INPUT:
• • • •
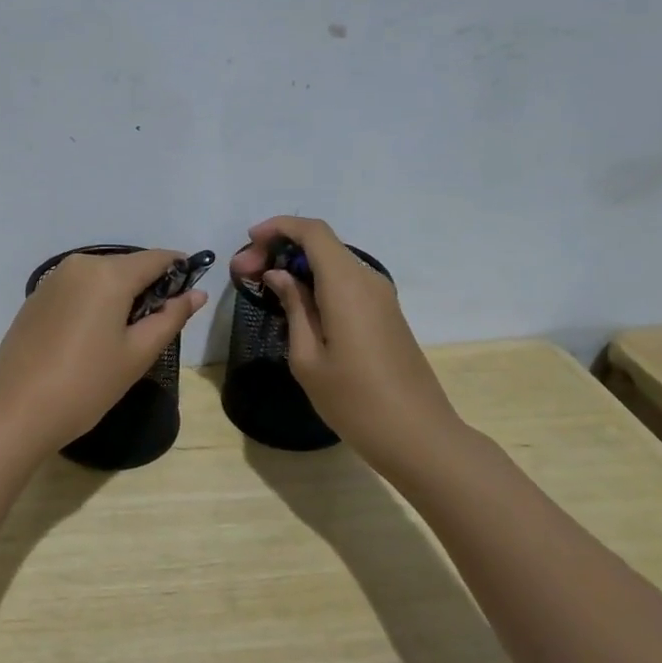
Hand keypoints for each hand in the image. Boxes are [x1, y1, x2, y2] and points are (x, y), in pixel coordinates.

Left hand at [0, 248, 206, 457]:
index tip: (191, 294)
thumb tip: (197, 293)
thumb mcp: (137, 354)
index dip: (179, 271)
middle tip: (157, 328)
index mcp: (108, 274)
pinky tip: (91, 340)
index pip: (157, 258)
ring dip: (120, 297)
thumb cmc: (86, 384)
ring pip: (101, 278)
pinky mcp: (35, 299)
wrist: (16, 411)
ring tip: (123, 339)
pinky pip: (77, 290)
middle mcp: (79, 265)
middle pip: (127, 266)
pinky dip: (94, 304)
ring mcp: (52, 280)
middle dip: (148, 288)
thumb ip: (171, 318)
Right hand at [228, 217, 459, 469]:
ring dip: (298, 267)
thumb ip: (294, 307)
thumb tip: (279, 275)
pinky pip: (346, 283)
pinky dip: (317, 282)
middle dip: (281, 249)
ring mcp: (381, 297)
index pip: (312, 232)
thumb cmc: (353, 399)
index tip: (248, 244)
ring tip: (264, 289)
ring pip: (334, 263)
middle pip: (322, 244)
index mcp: (346, 285)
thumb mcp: (307, 357)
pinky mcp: (385, 314)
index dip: (278, 228)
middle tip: (246, 275)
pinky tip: (296, 306)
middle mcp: (367, 280)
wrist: (416, 434)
• • • •
TASK STATEMENT:
Output every entry above exactly, minus the pictures.

FINISHED EXERCISE:
Hand keypoints for each hand in the image. Boxes are [x1, y1, x2, y2] and points are (x, y), in pixel coordinates.

Left hand at [0, 248, 206, 457]:
index tip: (191, 294)
thumb tip: (197, 293)
thumb mcp: (137, 354)
index dip: (179, 271)
middle tip: (157, 328)
index mcp: (108, 274)
pinky tip: (91, 340)
index pip: (157, 258)
ring dip: (120, 297)
thumb cmc: (86, 384)
ring pip: (101, 278)
pinky mcp: (35, 299)
wrist: (16, 411)
ring tip: (123, 339)
pinky pip: (77, 290)
middle mcp: (79, 265)
middle pip: (127, 266)
pinky dip: (94, 304)
ring mcp: (52, 280)
middle dip: (148, 288)
thumb ip: (171, 318)
Right hand at [228, 217, 459, 469]:
ring dip: (298, 267)
thumb ip: (294, 307)
thumb tip: (279, 275)
pinky pip: (346, 283)
pinky dip: (317, 282)
middle dip: (281, 249)
ring mcp: (381, 297)
index pip: (312, 232)
thumb cmc: (353, 399)
index tip: (248, 244)
ring tip: (264, 289)
ring pip: (334, 263)
middle pip: (322, 244)
index mcp: (346, 285)
thumb mcp: (307, 357)
pinky mcp: (385, 314)
index dip: (278, 228)
middle tip: (246, 275)
pinky tip: (296, 306)
middle mcp: (367, 280)
wrist: (416, 434)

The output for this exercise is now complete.